The man is still rocking on. But of course Woodstock will never be equaled. That was a once in a lifetime performance and he mastered it . Rock on Alvin.
I'm STONED as you say and this is so freaking awesome that it really doesn't matter what state of mind Alvin or I may be in . BADASS ALL THE WAY . LISTEN to it stoned and listen to it straight . You tell me which sounds better . GREAT is GREAT no matter what state of mind one is in . PERIOD !!!!!!!!!
Alvin and Johnny could both outplay Hendrix any day of the week. Johnny was at Woodstock and they filmed him too, but didn't include him in the final cut. We had to suffer through Sha Na Na instead. On the Woodstock movie it was clear to me that Alvin Lee was the best guitarist in the movie.
I'm 70 now and saw him in the beginning in Boston. In a dirty cellar would be the best to describe it. No chairs and a few mattress dark and dinghy.

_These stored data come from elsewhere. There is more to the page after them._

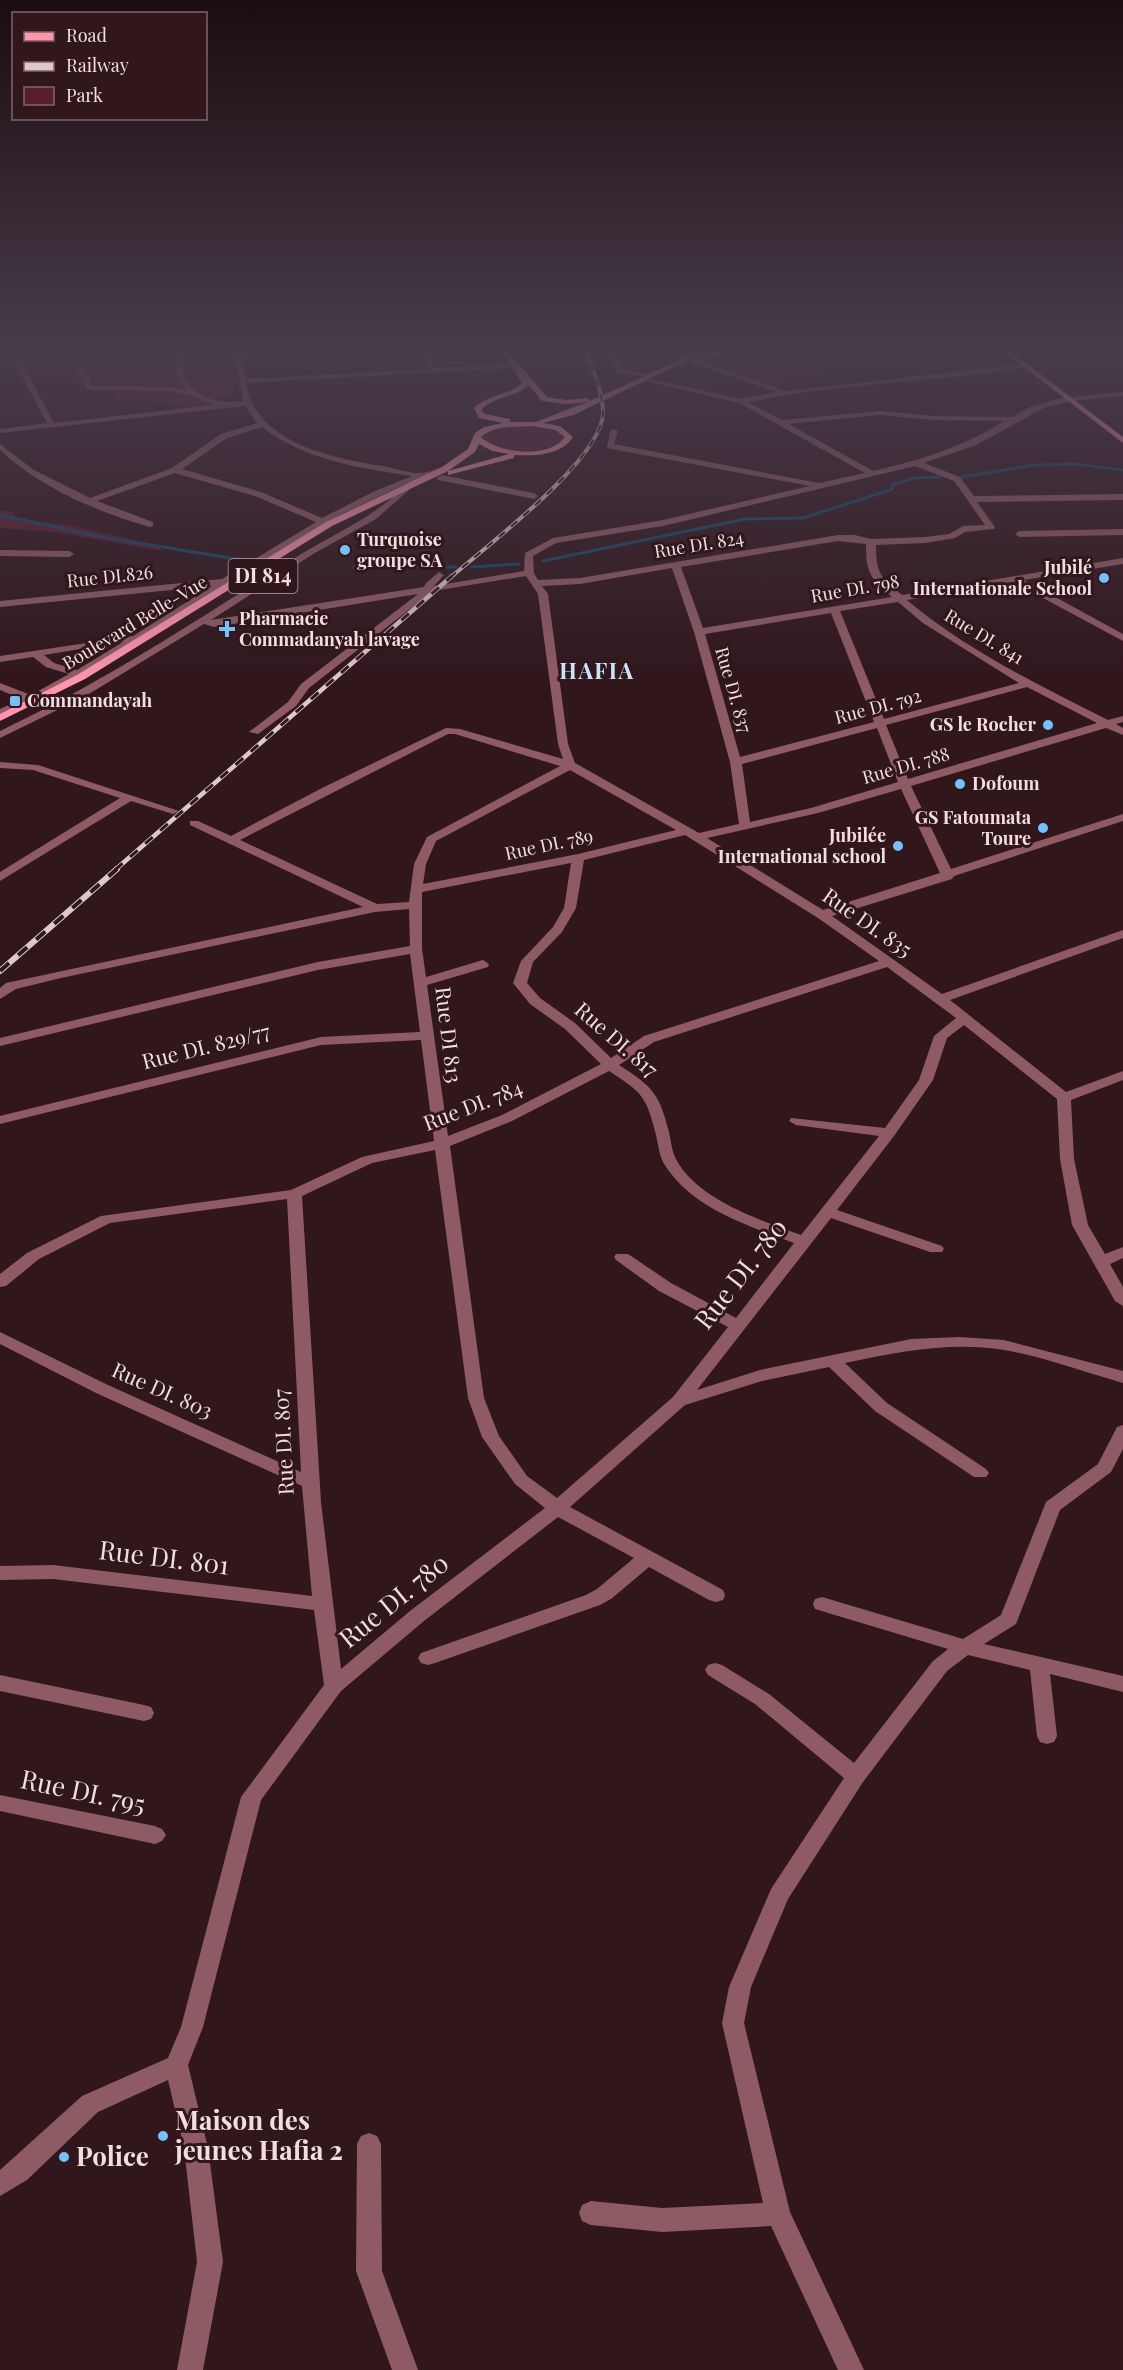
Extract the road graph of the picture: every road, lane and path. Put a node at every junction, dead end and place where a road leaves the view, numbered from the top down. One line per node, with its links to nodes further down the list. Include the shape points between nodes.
1 (17, 462): 19 (street)
2 (187, 462): 10 (street)
3 (355, 462): 13 (street)
4 (458, 462): 11 (main road, Boulevard Belle-Vue / DI 814)
5 (488, 462): 11 (main road, Boulevard Belle-Vue / DI 814)
6 (695, 462): 14 (street)
7 (850, 462): 12 (street)
8 (921, 462): 9 (street)
9 (916, 463): 12 (street); 18 (street, via 957,479)
10 (175, 470): 19 (street); 20 (street, via 258,494)
11 (443, 474): 13 (street, Boulevard Belle-Vue); 15 (main road, Boulevard Belle-Vue / DI 814); 16 (street); 49 (main road, Boulevard Belle-Vue / DI 814, via 329,524 81,677)
12 (873, 474): 14 (street)
13 (421, 475): 20 (street, Boulevard Belle-Vue)
14 (822, 485): 29 (street, via 663,523 553,541 528,555)
15 (405, 490): 38 (street, Boulevard Belle-Vue, via 393,504 336,535); 53 (main road, Boulevard Belle-Vue / DI 814, via 93,681)
16 (534, 496)
17 (1123, 497): 18 (street)
18 (973, 499): 24 (street, Rue DI. 824, via 991,527 963,529 952,536 925,540)
19 (91, 500): 21 (street)
20 (321, 521): 32 (street, Boulevard Belle-Vue)
21 (150, 525)
22 (1123, 532): 23 (street)
23 (1019, 534)
24 (868, 541): 28 (street, Rue DI. 824, via 837,538); 35 (street, Rue DI. 841, via 873,573)
25 (0, 553): 26 (street)
26 (69, 554)
27 (1123, 561): 31 (street, Rue DI. 798)
28 (676, 566): 33 (street, Rue DI. 824); 39 (street, Rue DI. 837)
29 (529, 573): 33 (street); 34 (street)
30 (439, 575): 34 (street)
31 (1014, 579): 35 (street, Rue DI. 798); 41 (street)
32 (222, 582): 36 (street, Rue DI.826); 40 (street, Boulevard Belle-Vue)
33 (537, 584): 59 (street, via 543,594 563,744)
34 (429, 590): 38 (street, via 214,624); 54 (street, via 305,686 292,704)
35 (896, 598): 37 (street, Rue DI. 798); 45 (street, Rue DI. 841)
36 (0, 604)
37 (835, 610): 39 (street, Rue DI. 798); 51 (street)
38 (202, 621): 56 (street, Boulevard Belle-Vue, via 74,699)
39 (699, 632): 57 (street, Rue DI. 837)
40 (142, 636): 42 (street); 44 (street, Boulevard Belle-Vue)
41 (1123, 638)
42 (35, 653): 43 (street); 44 (street, via 50,665)
43 (0, 658)
44 (76, 673): 47 (street, Boulevard Belle-Vue)
45 (1028, 684): 51 (street, Rue DI. 792); 52 (street, Rue DI. 841)
46 (0, 686): 47 (street)
47 (30, 698): 48 (street, Boulevard Belle-Vue)
48 (0, 713)
49 (0, 718)
50 (1123, 719): 52 (street, Rue DI. 788)
51 (881, 724): 57 (street, Rue DI. 792); 60 (street)
52 (1108, 724): 55 (street, Rue DI. 841); 60 (street, Rue DI. 788)
53 (0, 729)
54 (254, 732)
55 (1123, 732)
56 (0, 735)
57 (736, 762): 65 (street, Rue DI. 837)
58 (0, 765): 61 (street, via 34,767)
59 (570, 765): 66 (street, Rue DI. 835); 67 (street, Rue DI. 835, via 446,731); 71 (street, Rue DI 813, via 431,839 420,864)
60 (905, 785): 65 (street, Rue DI. 788); 69 (street)
61 (130, 797): 62 (street); 70 (street)
62 (173, 811)
63 (1123, 817): 69 (street)
64 (194, 823): 67 (street)
65 (745, 826): 66 (street, Rue DI. 788)
66 (692, 834): 68 (street, Rue DI. 789); 74 (street, Rue DI. 835)
67 (230, 841): 73 (street)
68 (578, 858): 71 (street, Rue DI. 789); 85 (street, Rue DI. 817, via 570,908 558,929 527,961 520,983 535,1001 570,1026)
69 (948, 876): 74 (street)
70 (0, 877)
71 (418, 889): 72 (street, Rue DI 813)
72 (416, 905): 73 (street); 76 (street, Rue DI 813)
73 (375, 908): 80 (street, via 21,983)
74 (822, 915): 77 (street, Rue DI. 835)
75 (1123, 934): 81 (street)
76 (416, 949): 79 (street, Rue DI 813); 84 (street, via 318,966)
77 (887, 963): 81 (street, Rue DI. 835); 85 (street, Rue DI. 784, via 649,1040)
78 (483, 964): 79 (street)
79 (420, 983): 83 (street, Rue DI 813)
80 (0, 995)
81 (940, 999): 82 (street, Rue DI. 835)
82 (963, 1018): 87 (street, Rue DI. 835); 90 (street, Rue DI. 780, via 941,1036 927,1080)
83 (426, 1036): 88 (street, Rue DI. 829/77, via 321,1041); 91 (street, Rue DI 813)
84 (0, 1042)
85 (610, 1065): 91 (street, Rue DI. 784, via 507,1118); 94 (street, Rue DI. 817, via 643,1087 655,1104 669,1160 691,1187 737,1216)
86 (1123, 1075): 87 (street)
87 (1064, 1098): 98 (street, via 1066,1159 1080,1225)
88 (0, 1120)
89 (796, 1121): 90 (street)
90 (889, 1133): 93 (street, Rue DI. 780)
91 (442, 1144): 92 (street, Rue DI. 784, via 367,1160); 109 (street, Rue DI 813, via 476,1398 491,1437 521,1480)
92 (294, 1194): 99 (street, Rue DI. 784, via 106,1219 33,1256); 108 (street, Rue DI. 807)
93 (826, 1211): 94 (street, Rue DI. 780); 95 (street)
94 (803, 1241): 101 (street, Rue DI. 780)
95 (936, 1249)
96 (1123, 1252): 98 (street)
97 (622, 1257): 101 (street, via 665,1287)
98 (1101, 1262): 100 (street)
99 (0, 1282)
100 (1123, 1301)
101 (737, 1325): 105 (street, Rue DI. 780)
102 (0, 1337): 108 (street, Rue DI. 803, via 102,1389)
103 (832, 1361): 104 (street, via 911,1344 959,1342 1004,1345); 105 (street, via 760,1376); 107 (street, via 881,1407)
104 (1123, 1377)
105 (679, 1401): 109 (street, Rue DI. 780)
106 (1123, 1431): 115 (street, via 1105,1468 1052,1506 1010,1619)
107 (980, 1473)
108 (308, 1482): 113 (street, Rue DI. 807)
109 (557, 1508): 110 (street, Rue DI 813); 121 (street, Rue DI. 780)
110 (648, 1557): 112 (street, Rue DI 813); 116 (street, via 604,1594)
111 (0, 1573): 113 (street, Rue DI. 801, via 53,1572)
112 (716, 1595)
113 (321, 1604): 121 (street, Rue DI. 807)
114 (822, 1604): 115 (street)
115 (965, 1647): 117 (street); 124 (street, via 940,1666)
116 (428, 1658)
117 (1039, 1664): 120 (street); 123 (street)
118 (715, 1670): 124 (street, via 762,1699)
119 (0, 1683): 122 (street)
120 (1123, 1684)
121 (334, 1686): 127 (street, Rue DI. 780, via 251,1797 192,2027)
122 (144, 1713)
123 (1047, 1736)
124 (856, 1776): 131 (street, via 779,1895 740,1987 733,2023)
125 (0, 1803): 126 (street, Rue DI. 795)
126 (155, 1835)
127 (176, 2065): 129 (street, via 90,2104); 132 (street, via 196,2148 210,2262)
128 (369, 2144): 133 (street, via 369,2271)
129 (0, 2184)
130 (591, 2213): 131 (street, via 662,2220)
131 (778, 2214): 134 (street)
132 (190, 2370)
133 (405, 2370)
134 (851, 2370)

It was named the Rath Skeller in Kenmore Square. The people called it the Rats Cellar. Wasn't meany people many 100-200. I was shocked he was there. I don't think it was advertised and don't remember how I found about it. Would love to know the back story of the show.
On the 70´s on Rithmn & Blues and Rolling Stone top 5 was : 1 Jimi - 2º & 3º Alvin L /Ritchie B- 4º Rory G - 5º Eric C (curiously Eric was refered as the fastest) This was the top 5 on mid 70´s .
This version has everything and the kitchen sink too. I noticed that in his latter years he toned this piece down a bit . Slowing it in places and having the backup play softer. Those years of scremin' and screachin' must have taken a toll. Still the penultimate rock n roller and the ultimate rock n roll tune since the genre' began with Chuck Berry, Jerry Lee, and Elvis. It just don't get no better........ still and probably for always and ever. It all came full circle with Alvin Lee and Ten Years After.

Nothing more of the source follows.